Sommigen beweerden dat ze verwijzingen naar drugs in het lied hoorden, een bewering die centraal staat in een beroemde scène in de film ‘Meet the Parents’, waarin Ben Stiller de strak gewonde vader van zijn vriendin (Robert De Niro) boos maakt door te zeggen dat ‘puff’ verwijst naar marihuana. rook. Duizendblad beweerde dat het het verlies van de onschuld uit de kindertijd weerspiegelde en niets meer.

Na het opnemen van hun laatste nummer 1-hit, een cover uit 1969 van John Denver’s ‘Leaving on a Jet Plane’, ging het trio het jaar daarop uit elkaar om een ​​solocarrière na te streven.

Datzelfde jaar had Yarrow schuldig gepleit aan het nemen van onfatsoenlijke vrijheden met een 14-jarig meisje dat met haar oudere zus naar zijn hotelkamer was gekomen om handtekeningen te vragen. Het paar vond hem naakt toen hij de deur opendeed en hen binnenliet. Yarrow, die zijn carrière hervatte nadat hij drie maanden in de gevangenis had gezeten, kreeg in 1981 gratie van president Jimmy Carter. In de loop van de decennia bood hij herhaaldelijk zijn excuses aan.

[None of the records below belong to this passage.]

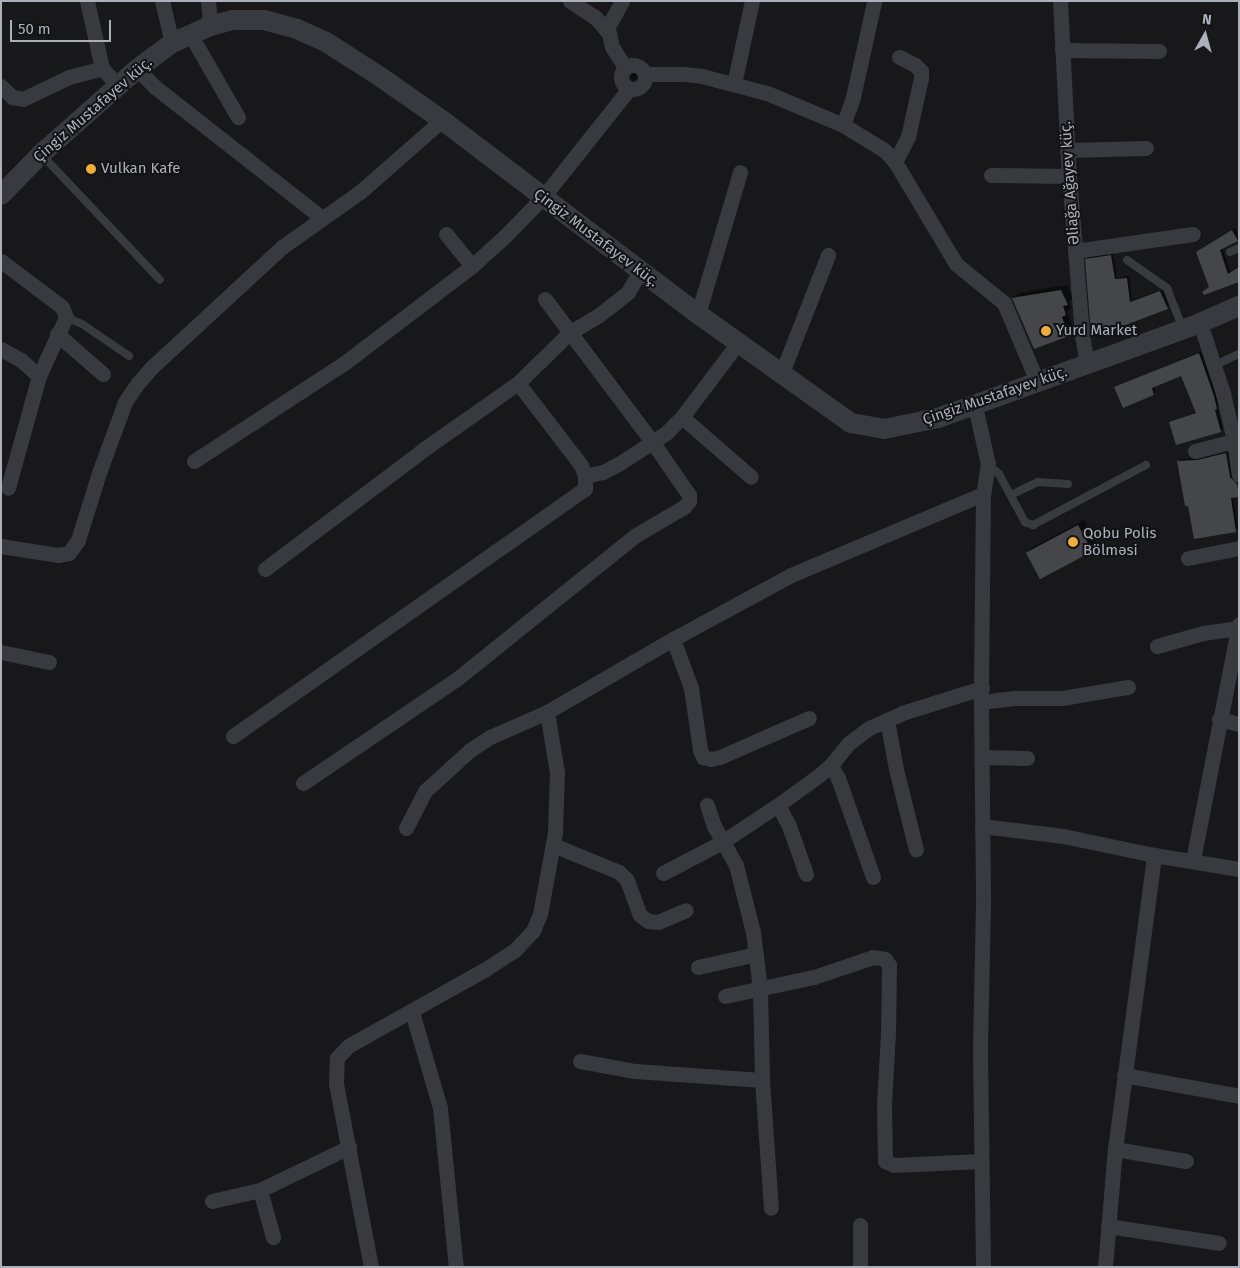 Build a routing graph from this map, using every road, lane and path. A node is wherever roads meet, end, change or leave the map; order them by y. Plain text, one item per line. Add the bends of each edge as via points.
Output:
1 (87, 1) edge
2 (162, 1) edge
3 (208, 1) edge
4 (570, 1) edge
5 (622, 1) edge
6 (752, 1) edge
7 (1060, 1) edge
8 (874, 2) edge
9 (210, 26) junction
10 (606, 30) junction
11 (181, 38) junction
12 (1062, 50) junction
13 (1159, 51) dead end
14 (899, 57) dead end
15 (625, 67) junction
16 (102, 68) junction
17 (137, 69) junction
18 (645, 74) junction
19 (734, 84) junction
20 (1, 86) edge
21 (118, 86) junction
22 (629, 89) junction
23 (238, 117) dead end
24 (442, 120) junction
25 (843, 125) junction
26 (1146, 148) dead end
27 (1067, 150) junction
28 (41, 154) junction
29 (895, 162) junction
30 (740, 172) dead end
31 (991, 175) dead end
32 (1069, 176) junction
33 (1, 195) edge
34 (543, 197) junction
35 (322, 218) junction
36 (446, 234) dead end
37 (1194, 234) dead end
38 (1239, 248) edge
39 (1075, 251) junction
40 (1230, 252) dead end
41 (828, 255) dead end
42 (1126, 260) dead end
43 (1, 261) edge
44 (472, 266) junction
45 (640, 271) junction
46 (160, 280) dead end
47 (545, 299) dead end
48 (1239, 306) edge
49 (698, 314) junction
50 (66, 317) junction
51 (1191, 326) junction
52 (569, 333) junction
53 (57, 334) junction
54 (738, 343) junction
55 (1, 349) edge
56 (1239, 354) edge
57 (129, 356) dead end
58 (1087, 363) junction
59 (1213, 366) junction
60 (103, 374) dead end
61 (780, 375) junction
62 (39, 376) junction
63 (1037, 381) junction
64 (518, 384) junction
65 (975, 406) junction
66 (682, 417) junction
67 (1234, 441) junction
68 (653, 443) junction
69 (1195, 451) dead end
70 (194, 461) dead end
71 (988, 464) junction
72 (1146, 465) dead end
73 (1239, 474) edge
74 (585, 476) junction
75 (751, 478) dead end
76 (1068, 484) dead end
77 (8, 488) dead end
78 (983, 494) junction
79 (1011, 495) junction
80 (1, 546) edge
81 (1239, 548) edge
82 (1188, 558) dead end
83 (265, 569) dead end
84 (1239, 624) edge
85 (1238, 628) edge
86 (673, 639) junction
87 (1157, 646) dead end
88 (1, 652) edge
89 (50, 662) dead end
90 (1128, 687) dead end
91 (981, 695) junction
92 (547, 712) junction
93 (809, 718) dead end
94 (1219, 719) junction
95 (887, 720) junction
96 (1239, 724) edge
97 (233, 736) dead end
98 (982, 757) junction
99 (1027, 758) dead end
100 (831, 765) junction
101 (303, 783) dead end
102 (707, 804) dead end
103 (778, 805) junction
104 (982, 826) junction
105 (406, 828) dead end
106 (722, 842) junction
107 (553, 845) junction
108 (916, 850) dead end
109 (1154, 855) junction
110 (1193, 860) junction
111 (1239, 869) edge
112 (663, 873) dead end
113 (806, 874) dead end
114 (873, 877) dead end
115 (686, 910) dead end
116 (756, 954) junction
117 (698, 967) dead end
118 (760, 989) junction
119 (725, 996) dead end
120 (412, 1012) junction
121 (580, 1060) dead end
122 (1124, 1075) junction
123 (762, 1080) junction
124 (1239, 1096) edge
125 (348, 1147) junction
126 (1115, 1149) junction
127 (981, 1161) junction
128 (1186, 1161) dead end
129 (260, 1190) junction
130 (212, 1201) dead end
131 (771, 1208) dead end
132 (860, 1225) dead end
133 (1108, 1226) junction
134 (273, 1237) dead end
135 (1219, 1243) dead end
136 (371, 1267) edge
137 (456, 1267) edge
138 (860, 1267) edge
139 (983, 1267) edge
140 (1105, 1267) edge

1 - 16 street
2 - 11 street
3 - 9 street
4 - 10 street via 595,17
5 - 10 street
6 - 19 street
7 - 12 street, Əliağa Ağayev küç.
8 - 25 street via 853,97
9 - 11 street, Çingiz Mustafayev küç.
9 - 24 street, Çingiz Mustafayev küç. via 232,20 264,20 310,34 347,54
10 - 15 street
11 - 17 street, Çingiz Mustafayev küç.
11 - 23 street
12 - 13 street
12 - 27 street, Əliağa Ağayev küç.
14 - 29 street via 915,65 921,71 921,78 908,137
15 - 18 street via 637,65
15 - 22 street via 620,79
16 - 20 street via 69,77 23,99 12,97
16 - 21 street
17 - 21 street, Çingiz Mustafayev küç.
17 - 35 street via 155,87
18 - 19 street via 684,74
18 - 22 street via 641,86
19 - 25 street via 788,100
21 - 28 street, Çingiz Mustafayev küç.
22 - 34 street
24 - 34 street, Çingiz Mustafayev küç.
24 - 35 street via 367,186
25 - 29 street via 884,150
26 - 27 street
27 - 32 street, Əliağa Ağayev küç.
28 - 33 street, Çingiz Mustafayev küç.
28 - 46 lane
29 - 63 street via 956,264 1004,303
30 - 49 street
31 - 32 street
32 - 39 street, Əliağa Ağayev küç.
34 - 44 street
34 - 45 street, Çingiz Mustafayev küç.
35 - 80 street via 282,247 138,383 125,402 114,430 74,548 69,553 58,555
36 - 44 street
37 - 39 street
38 - 40 lane
39 - 58 street, Əliağa Ağayev küç.
41 - 61 street
42 - 51 lane via 1167,288
43 - 50 street via 62,307
44 - 70 street via 343,364
45 - 49 street, Çingiz Mustafayev küç.
45 - 52 street via 628,292
47 - 52 street
48 - 51 street, Çingiz Mustafayev küç.
49 - 54 street, Çingiz Mustafayev küç.
50 - 53 street
50 - 57 lane
51 - 58 street, Çingiz Mustafayev küç.
51 - 59 street
52 - 64 street
52 - 68 street
53 - 60 street
53 - 62 street
54 - 61 street, Çingiz Mustafayev küç.
54 - 66 street
55 - 62 street via 21,360
56 - 59 lane
58 - 63 street, Çingiz Mustafayev küç.
59 - 67 street
61 - 65 street, Çingiz Mustafayev küç. via 839,416 869,427 884,429 914,424
62 - 77 street
63 - 65 street, Çingiz Mustafayev küç.
64 - 74 street
64 - 83 street via 424,449
65 - 71 street
66 - 68 street
66 - 75 street
67 - 69 street
67 - 73 street
68 - 74 street via 603,472
68 - 101 street via 689,495 689,502 684,507 636,535 458,678
71 - 78 street
71 - 79 lane via 999,474
72 - 79 lane via 1033,525 1025,522
74 - 97 street via 585,489
76 - 79 lane via 1038,482
78 - 86 street via 791,575
78 - 91 street
81 - 82 street
84 - 85 street
85 - 87 street via 1203,633
85 - 94 street
86 - 92 street
86 - 93 street via 691,688 700,750 704,757 720,757
88 - 89 street
90 - 91 street via 1062,698
91 - 95 street
91 - 98 street
92 - 105 street via 470,750 425,791
92 - 107 street via 557,772
94 - 96 street
94 - 110 street
95 - 100 street via 849,743
95 - 108 street
98 - 99 street
98 - 104 street
100 - 103 street
100 - 114 street
102 - 106 street
103 - 106 street
103 - 113 street
104 - 109 street via 1063,836
104 - 127 street
106 - 112 street
106 - 116 street via 731,853 742,879
107 - 115 street via 619,872 627,880 640,915 648,921 658,922
107 - 120 street via 540,914 533,931 515,950
109 - 110 street
109 - 122 street
110 - 111 street
116 - 117 street
116 - 118 street
118 - 119 street
118 - 123 street
118 - 127 street via 814,977 873,957 886,958 889,994 885,1161 894,1165
120 - 125 street via 348,1046 337,1058 336,1083
120 - 137 street via 440,1108
121 - 123 street via 635,1071
122 - 124 street
122 - 126 street
123 - 131 street
125 - 129 street
125 - 136 street
126 - 128 street
126 - 133 street
127 - 139 street
129 - 130 street
129 - 134 street
132 - 138 street
133 - 135 street
133 - 140 street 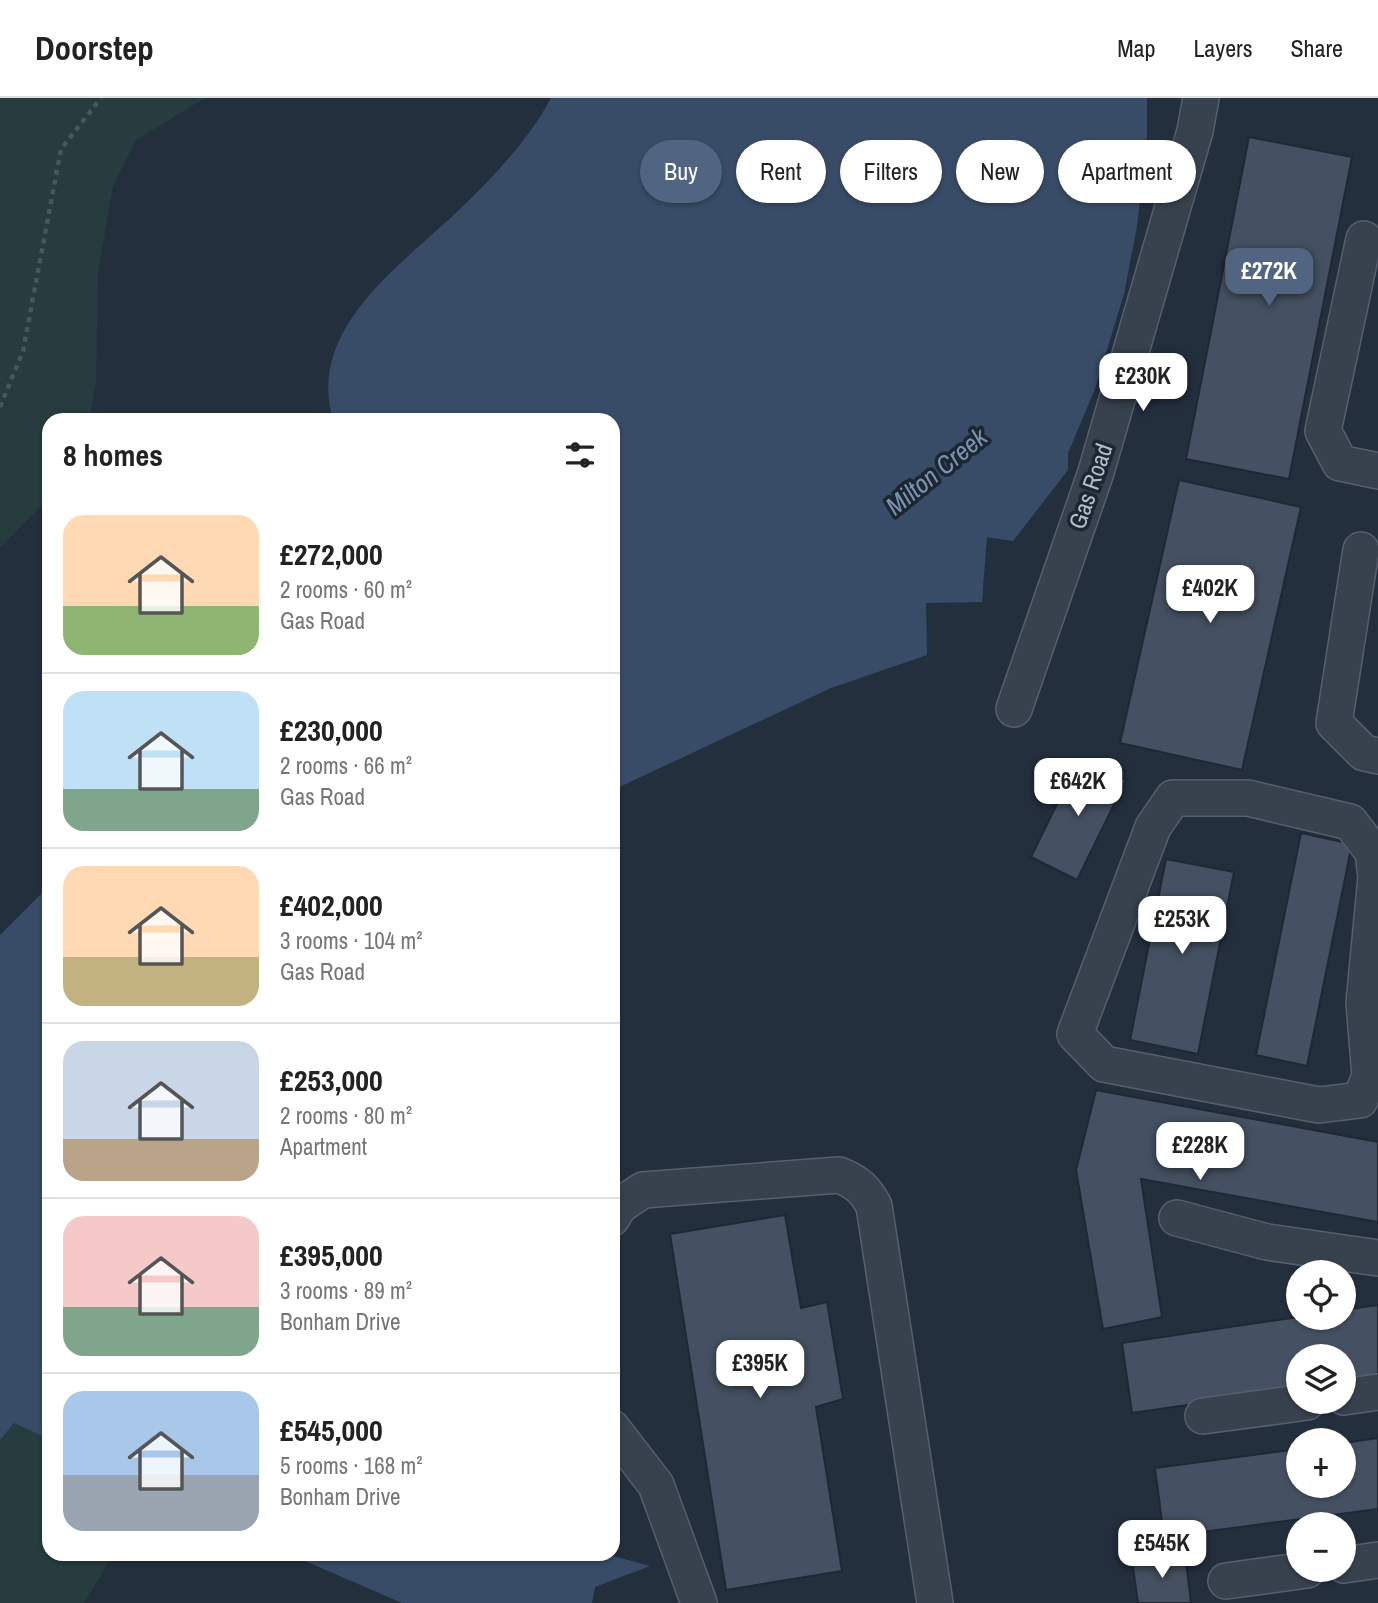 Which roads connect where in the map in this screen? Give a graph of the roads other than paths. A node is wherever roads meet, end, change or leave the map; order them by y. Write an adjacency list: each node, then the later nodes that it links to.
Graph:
1 (1201, 98): 5 (street, Gas Road)
2 (1364, 239): 3 (street)
3 (1378, 471)
4 (1361, 550): 6 (street)
5 (1014, 709)
6 (1378, 756)
7 (1374, 1077): 7 (street)
8 (620, 1205): 21 (street)
9 (1177, 1218): 10 (street)
10 (1378, 1258)
11 (1378, 1392): 12 (street)
12 (1356, 1395)
13 (1286, 1405): 14 (street)
14 (1203, 1416)
15 (620, 1438): 20 (street)
16 (1378, 1560): 17 (street)
17 (1356, 1563)
18 (1286, 1573): 19 (street)
19 (1226, 1581)
20 (699, 1603)
21 (935, 1603)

“Ik steun volledig de huidige bewegingen die gelijke rechten voor iedereen eisen en weigeren voortdurend misbruik en letsel toe te staan ​​– vooral van seksuele aard, waaraan ik me met groot verdriet schuldig maak”, vertelde hij in 2019 aan The New York Times nadat hij vanwege de straf niet uitgenodigd voor een festival.

Door de jaren heen bleef Yarrow liedjes schrijven en co-schrijven, waaronder de hit ‘Torn Between Two Lovers’ uit 1976 voor Mary MacGregor. Hij ontving in 1979 een Emmy-nominatie voor de animatiefilm ‘Puff the Magic Dragon’.

Latere nummers omvatten het burgerrechtenlied ‘No Easy Walk to Freedom’, geschreven in samenwerking met Margery Tabankin, en ‘Light One Candle’, waarin wordt opgeroepen tot vrede in Libanon.

Yarrow, die samen met Travers en Stookey het presidentiële bod van de Democratische senator Eugene McCarthy in 1968 had gesteund, ontmoette de nicht van de senator uit Minnesota, Mary Beth McCarthy, tijdens een campagne-evenement. Het echtpaar trouwde het jaar daarop. Ze kregen twee kinderen voordat ze gingen scheiden.

Naast zijn ex-vrouw en dochter laat hij een zoon, Christopher, en een kleindochter, Valentina achter.